Where the material below has a line containing "pinky tip: (964, 782)", start repeating exactly, and keep going through the line containing "index mcp: (617, 961)", with no other lines.

━━ Material for this task ━━

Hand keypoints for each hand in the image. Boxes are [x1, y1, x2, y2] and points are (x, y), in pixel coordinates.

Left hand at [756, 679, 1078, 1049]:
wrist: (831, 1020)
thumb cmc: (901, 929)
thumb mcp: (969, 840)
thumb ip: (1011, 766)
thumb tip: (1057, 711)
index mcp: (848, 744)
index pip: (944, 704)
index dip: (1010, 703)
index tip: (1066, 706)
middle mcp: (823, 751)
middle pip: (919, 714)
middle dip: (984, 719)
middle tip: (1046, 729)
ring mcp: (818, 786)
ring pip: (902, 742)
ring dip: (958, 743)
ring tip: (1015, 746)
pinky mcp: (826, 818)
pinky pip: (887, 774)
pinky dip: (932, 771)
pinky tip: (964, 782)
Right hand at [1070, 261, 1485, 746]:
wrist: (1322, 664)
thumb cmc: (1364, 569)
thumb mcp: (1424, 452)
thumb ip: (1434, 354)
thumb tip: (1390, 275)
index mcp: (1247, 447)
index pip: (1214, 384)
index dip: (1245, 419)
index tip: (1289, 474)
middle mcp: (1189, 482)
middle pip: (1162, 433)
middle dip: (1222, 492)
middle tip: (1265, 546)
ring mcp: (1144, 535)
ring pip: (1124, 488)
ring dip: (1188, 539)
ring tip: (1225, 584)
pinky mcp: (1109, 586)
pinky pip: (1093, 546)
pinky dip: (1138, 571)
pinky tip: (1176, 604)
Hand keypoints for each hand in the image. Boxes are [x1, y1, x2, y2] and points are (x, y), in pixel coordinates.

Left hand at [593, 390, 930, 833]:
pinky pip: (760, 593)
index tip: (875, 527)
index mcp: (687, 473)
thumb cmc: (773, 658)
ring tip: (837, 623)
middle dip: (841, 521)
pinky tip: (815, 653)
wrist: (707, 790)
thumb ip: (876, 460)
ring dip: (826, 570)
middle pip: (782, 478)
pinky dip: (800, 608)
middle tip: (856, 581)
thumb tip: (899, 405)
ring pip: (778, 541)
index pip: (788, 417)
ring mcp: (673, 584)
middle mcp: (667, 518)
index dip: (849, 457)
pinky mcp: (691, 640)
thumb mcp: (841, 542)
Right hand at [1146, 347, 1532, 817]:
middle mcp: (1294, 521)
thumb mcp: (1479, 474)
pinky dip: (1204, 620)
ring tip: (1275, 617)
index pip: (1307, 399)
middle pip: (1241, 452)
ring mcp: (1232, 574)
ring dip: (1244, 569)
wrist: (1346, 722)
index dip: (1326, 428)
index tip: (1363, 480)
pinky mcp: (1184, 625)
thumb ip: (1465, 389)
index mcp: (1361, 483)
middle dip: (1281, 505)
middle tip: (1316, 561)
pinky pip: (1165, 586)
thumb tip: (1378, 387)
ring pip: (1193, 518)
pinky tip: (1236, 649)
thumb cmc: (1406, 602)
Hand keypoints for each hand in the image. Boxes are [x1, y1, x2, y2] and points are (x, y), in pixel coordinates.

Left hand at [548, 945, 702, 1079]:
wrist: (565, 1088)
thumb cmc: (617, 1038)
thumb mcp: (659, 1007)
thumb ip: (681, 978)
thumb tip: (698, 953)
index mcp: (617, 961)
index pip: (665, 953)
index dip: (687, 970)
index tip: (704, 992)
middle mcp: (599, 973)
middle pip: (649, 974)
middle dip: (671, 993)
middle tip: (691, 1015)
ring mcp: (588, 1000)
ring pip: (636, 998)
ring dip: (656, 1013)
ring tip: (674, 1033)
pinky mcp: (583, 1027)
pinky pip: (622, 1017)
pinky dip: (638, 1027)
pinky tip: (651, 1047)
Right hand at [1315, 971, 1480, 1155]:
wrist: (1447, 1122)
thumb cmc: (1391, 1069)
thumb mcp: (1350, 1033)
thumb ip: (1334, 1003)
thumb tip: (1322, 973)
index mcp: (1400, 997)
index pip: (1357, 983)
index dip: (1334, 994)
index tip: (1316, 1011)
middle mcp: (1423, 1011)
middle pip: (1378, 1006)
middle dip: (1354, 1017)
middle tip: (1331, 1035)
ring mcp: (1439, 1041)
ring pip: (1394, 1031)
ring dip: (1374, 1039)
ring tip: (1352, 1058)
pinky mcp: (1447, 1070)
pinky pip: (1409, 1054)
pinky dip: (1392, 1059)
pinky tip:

━━━

[Your response]
pinky tip: (964, 782)
Right hand at [1070, 261, 1485, 746]:
wrist: (1322, 664)
thumb cmc: (1364, 569)
thumb mcp: (1424, 452)
thumb ip: (1434, 354)
thumb tip: (1390, 275)
index mcp: (1247, 447)
index pip: (1214, 384)
index dip: (1245, 419)
index tip: (1289, 474)
middle mcp: (1189, 482)
middle pip: (1162, 433)
middle dip: (1222, 492)
middle tip: (1265, 546)
ring mcp: (1144, 535)
ring pip: (1124, 488)
ring dip: (1188, 539)
ring tip: (1225, 584)
pinky mcp: (1109, 586)
pinky pip: (1093, 546)
pinky dip: (1138, 571)
pinky tip: (1176, 604)
Hand keypoints for each hand in the image. Boxes are [x1, y1, x2, y2] and points are (x, y), in pixel coordinates.

Left hand at [593, 390, 930, 833]:
pinky pip: (760, 593)
index tip: (875, 527)
index mcp: (687, 473)
thumb cmc: (773, 658)
ring tip: (837, 623)
middle dip: (841, 521)
pinky tip: (815, 653)
wrist: (707, 790)
thumb ip: (876, 460)
ring dip: (826, 570)
middle pip: (782, 478)
pinky dip: (800, 608)
middle tip: (856, 581)
thumb tip: (899, 405)
ring pip: (778, 541)
index pip: (788, 417)
ring mcp: (673, 584)
middle mcp: (667, 518)
index dip: (849, 457)
pinky mcp: (691, 640)
thumb mcp: (841, 542)
Right hand at [1146, 347, 1532, 817]:
middle mcp: (1294, 521)
thumb mcp: (1479, 474)
pinky dip: (1204, 620)
ring tip: (1275, 617)
index pip: (1307, 399)
middle pip: (1241, 452)
ring mcp: (1232, 574)
ring dip: (1244, 569)
wrist: (1346, 722)
index dip: (1326, 428)
index tip: (1363, 480)
pinky mcp: (1184, 625)
thumb ip: (1465, 389)
index mcp: (1361, 483)
middle dip: (1281, 505)
middle tip: (1316, 561)
pinky pip: (1165, 586)
thumb tip: (1378, 387)
ring pip: (1193, 518)
pinky tip: (1236, 649)
thumb cmc: (1406, 602)
Hand keypoints for each hand in the image. Boxes are [x1, y1, x2, y2] and points are (x, y), in pixel coordinates.

Left hand at [548, 945, 702, 1079]:
wrist: (565, 1088)
thumb cmc: (617, 1038)
thumb mcp: (659, 1007)
thumb ip: (681, 978)
thumb tip: (698, 953)
index mcp: (617, 961)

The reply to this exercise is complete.